━━━━━ Data in this exercise
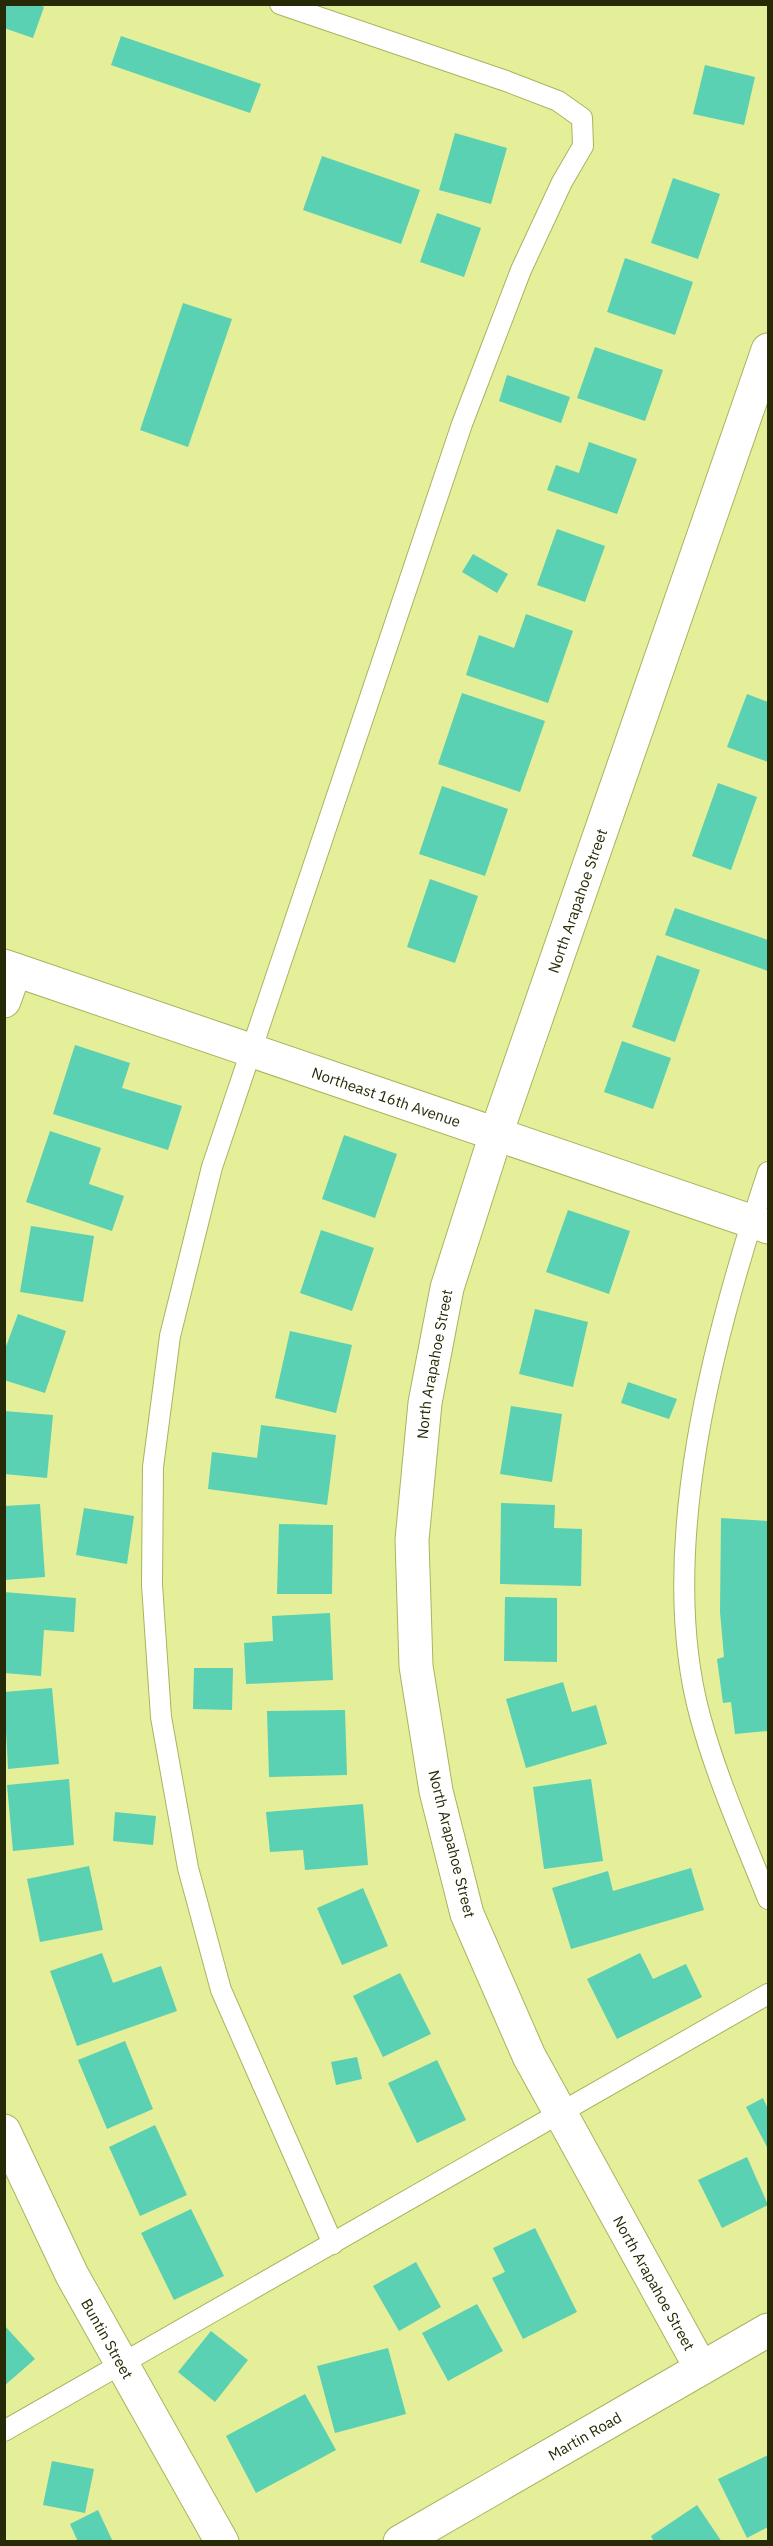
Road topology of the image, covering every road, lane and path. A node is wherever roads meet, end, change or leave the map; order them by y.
1 (280, 4) edge
2 (768, 350) edge
3 (10, 968) edge
4 (4, 1001) edge
5 (252, 1050) junction
6 (496, 1134) junction
7 (768, 1172) edge
8 (760, 1224) edge
9 (768, 1899) edge
10 (768, 1994) edge
11 (560, 2114) junction
12 (4, 2131) edge
13 (333, 2244) junction
14 (768, 2331) edge
15 (122, 2364) junction
16 (701, 2368) junction
17 (4, 2431) edge
18 (222, 2541) edge
19 (400, 2541) edge

1 - 5 lane
2 - 6 street, North Arapahoe Street
3 - 4 street
3 - 5 street, Northeast 16th Avenue
5 - 6 street, Northeast 16th Avenue
5 - 13 lane
6 - 8 street, Northeast 16th Avenue
6 - 11 street, North Arapahoe Street
7 - 8 lane
8 - 9 lane
10 - 11 lane
11 - 13 lane
11 - 16 street, North Arapahoe Street
12 - 15 street, Buntin Street
13 - 15 lane
14 - 16 street, Martin Road
15 - 17 lane
15 - 18 street, Buntin Street
16 - 19 street, Martin Road

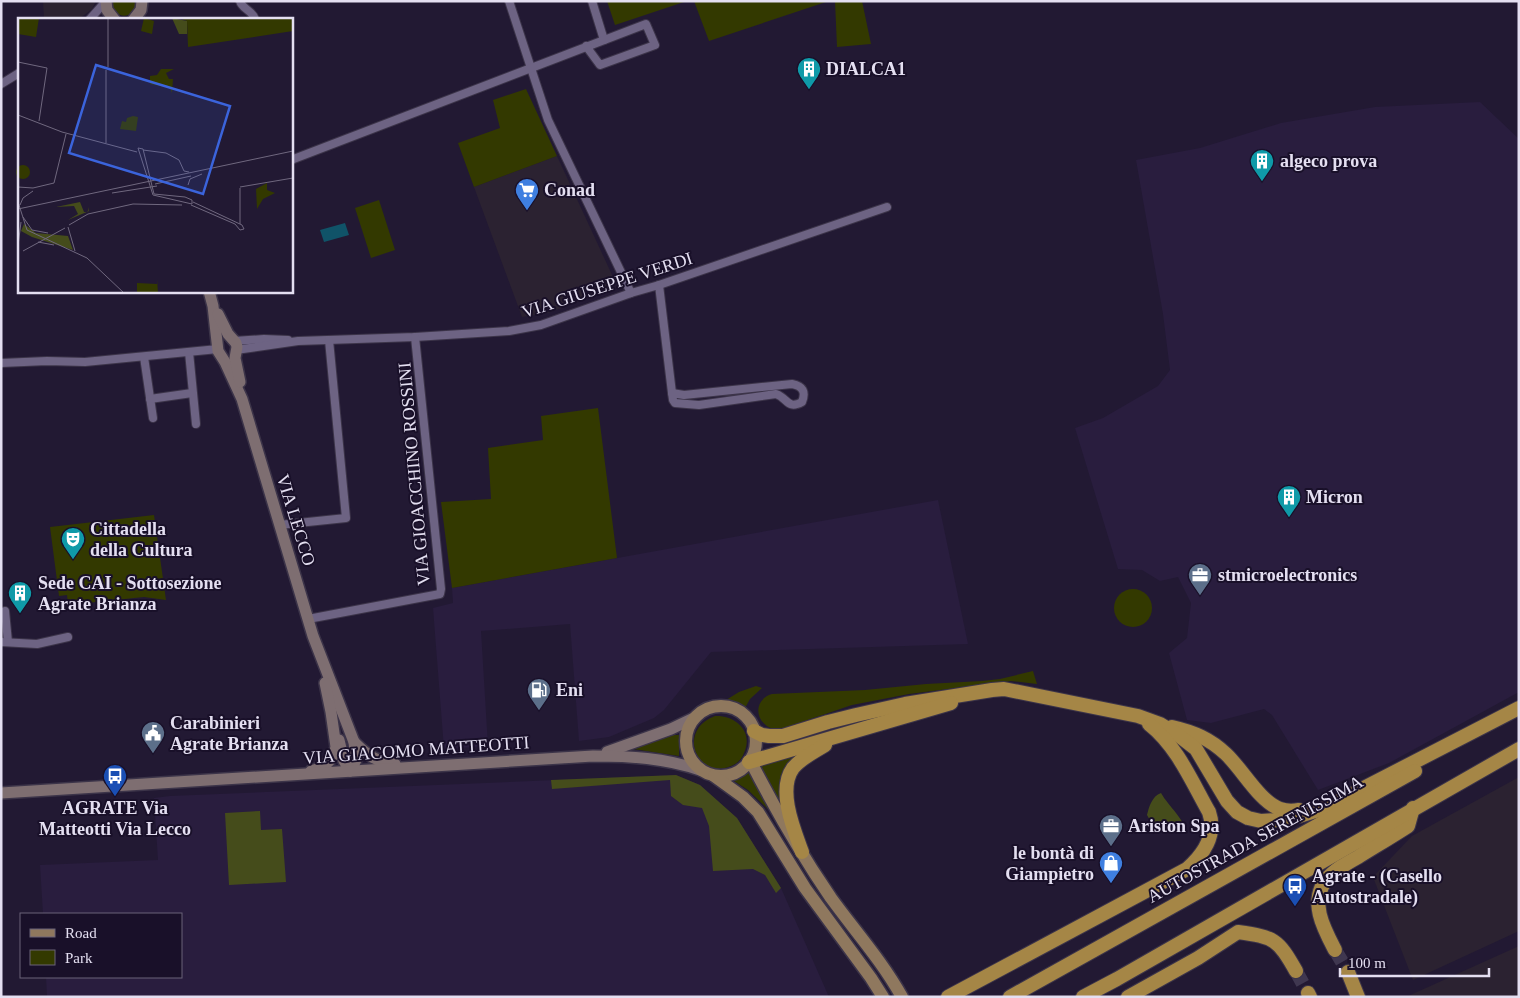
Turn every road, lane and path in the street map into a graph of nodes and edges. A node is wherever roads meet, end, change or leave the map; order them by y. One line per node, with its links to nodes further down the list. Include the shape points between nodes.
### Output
1 (106, 1): 5 (street); 6 (street, via 107,10)
2 (240, 1): 7 (street)
3 (509, 1): 10 (street)
4 (592, 1): 8 (street)
5 (91, 18)
6 (113, 18)
7 (255, 18)
8 (604, 40): 9 (street); 9 (street, via 646,24 655,45 600,65)
9 (586, 46): 10 (street)
10 (531, 68): 13 (street); 17 (street, via 548,120)
11 (18, 74): 12 (street)
12 (1, 84)
13 (292, 160)
14 (886, 207): 15 (street, VIA GIUSEPPE VERDI)
15 (659, 285): 17 (street, VIA GIUSEPPE VERDI); 27 (street)
16 (209, 292): 18 (street, VIA LECCO)
17 (631, 293): 19 (street, VIA GIUSEPPE VERDI, via 526,328)
18 (213, 306): 21 (street, VIA LECCO); 22 (street, VIA LECCO)
19 (415, 337): 20 (street, VIA GIUSEPPE VERDI); 34 (street, VIA GIOACCHINO ROSSINI, via 440,594)
20 (329, 340): 21 (street, VIA GIUSEPPE VERDI); 32 (street, via 346,518)
21 (234, 345): 22 (street, via 224,338); 22 (street, via 230,356); 29 (street, VIA LECCO)
22 (219, 349): 23 (street); 29 (street, VIA LECCO)
23 (189, 352): 24 (street); 26 (street)
24 (144, 357): 25 (street, via 85,362); 28 (street)
25 (1, 363)
26 (192, 393): 28 (street); 31 (street)
27 (672, 393): 27 (street, via 675,403 699,405 776,394 783,396 792,406 802,402 804,395 803,389 792,384 684,395)
28 (150, 399): 30 (street)
29 (242, 399): 32 (street, VIA LECCO)
30 (153, 418)
31 (196, 424)
32 (279, 525): 34 (street, VIA LECCO)
33 (5, 611): 36 (street)
34 (308, 619): 37 (street, VIA LECCO)
35 (68, 637): 36 (street, via 37,644)
36 (5, 642)
37 (318, 650): 40 (street, VIA LECCO); 47 (street, VIA LECCO)
38 (992, 690): 42 (highway, via 1044,696); 45 (highway, via 905,704 780,736); 46 (highway)
39 (1519, 708): 57 (highway)
40 (331, 712): 53 (street, VIA LECCO, via 344,761); 54 (street, VIA LECCO, via 336,747 332,758 324,766)
41 (1519, 714): 66 (highway, AUTOSTRADA SERENISSIMA)
42 (1138, 716): 44 (highway); 65 (highway, via 1168,742 1210,812 1209,841 1198,858 1187,869)
43 (696, 717): 45 (main road, via 714,707 729,708 746,717); 49 (street, VIA GIACOMO MATTEOTTI); 52 (main road, via 688,730 686,744 690,759)
44 (1160, 724): 57 (highway, via 1206,738 1280,809); 57 (highway, via 1196,749 1227,801 1241,815 1268,821)
45 (754, 731): 50 (main road, via 755,746)
46 (851, 733): 50 (highway); 59 (highway, via 812,753 790,774 787,797)
47 (354, 742): 51 (street, VIA LECCO, via 375,759); 53 (street, VIA LECCO, via 356,760)
48 (1519, 749): 58 (highway)
49 (593, 756): 51 (street, VIA GIACOMO MATTEOTTI); 52 (street, VIA GIACOMO MATTEOTTI, via 652,758)
50 (750, 761): 55 (main road, via 730,775); 59 (main road)
51 (416, 767): 53 (street, VIA GIACOMO MATTEOTTI)
52 (700, 770): 55 (main road)
53 (350, 771): 54 (street, VIA GIACOMO MATTEOTTI)
54 (295, 775): 56 (street, VIA GIACOMO MATTEOTTI)
55 (714, 776): 63 (main road, via 754,807 764,820 811,897)
56 (1, 793)
57 (1325, 808)
58 (1413, 808): 60 (highway, via 1408,826 1347,863 1324,883 1319,900 1320,917); 67 (highway)
59 (802, 852): 64 (main road)
60 (1335, 950)
61 (1296, 971): 68 (highway, via 1277,943 1263,936 1238,932)
62 (1348, 972): 69 (highway)
63 (883, 997)
64 (902, 997)
65 (948, 997)
66 (1010, 997)
67 (1083, 997)
68 (1128, 997)
69 (1358, 997)

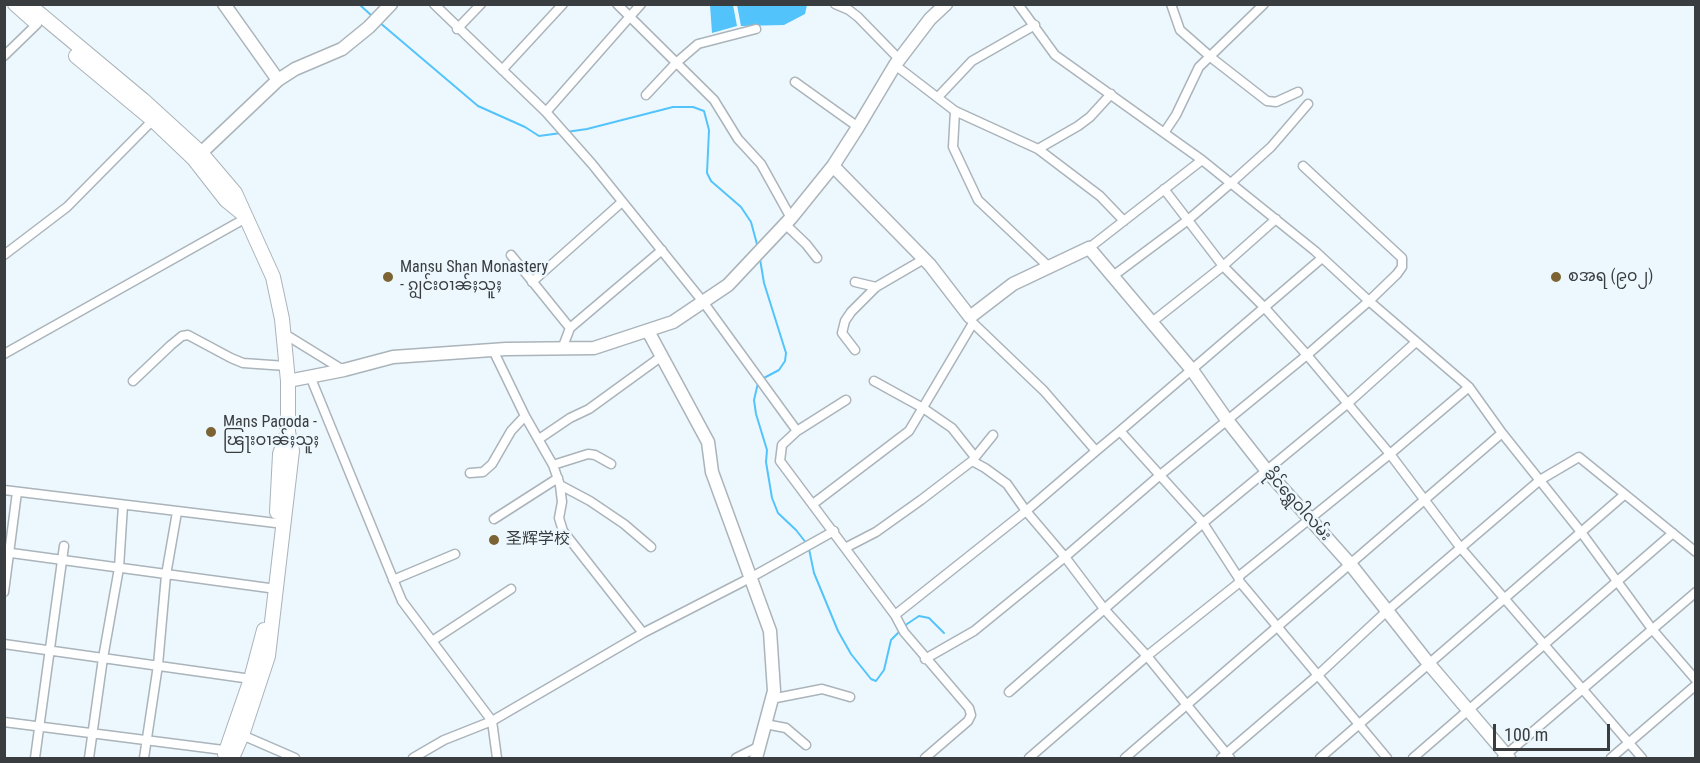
━━━━━━━━━━
#### [Exercise]
Beginning with the first line of the records, write out every line up to and including the one with "Turn every road, lane", exactly, and omit all pictures.

#### [Worked solution]
Road topology of the image, covering every road, lane and path. A node is wherever roads meet, end, change or leave the map; order them by y.
1 (280, 4) edge
2 (768, 350) edge
3 (10, 968) edge
4 (4, 1001) edge
5 (252, 1050) junction
6 (496, 1134) junction
7 (768, 1172) edge
8 (760, 1224) edge
9 (768, 1899) edge
10 (768, 1994) edge
11 (560, 2114) junction
12 (4, 2131) edge
13 (333, 2244) junction
14 (768, 2331) edge
15 (122, 2364) junction
16 (701, 2368) junction
17 (4, 2431) edge
18 (222, 2541) edge
19 (400, 2541) edge

1 - 5 lane
2 - 6 street, North Arapahoe Street
3 - 4 street
3 - 5 street, Northeast 16th Avenue
5 - 6 street, Northeast 16th Avenue
5 - 13 lane
6 - 8 street, Northeast 16th Avenue
6 - 11 street, North Arapahoe Street
7 - 8 lane
8 - 9 lane
10 - 11 lane
11 - 13 lane
11 - 16 street, North Arapahoe Street
12 - 15 street, Buntin Street
13 - 15 lane
14 - 16 street, Martin Road
15 - 17 lane
15 - 18 street, Buntin Street
16 - 19 street, Martin Road

Turn every road, lane and path in the street map into a graph of nodes and edges. A node is wherever roads meet, end, change or leave the map; order them by y. One line per node, with its links to nodes further down the list. Include the shape points between nodes.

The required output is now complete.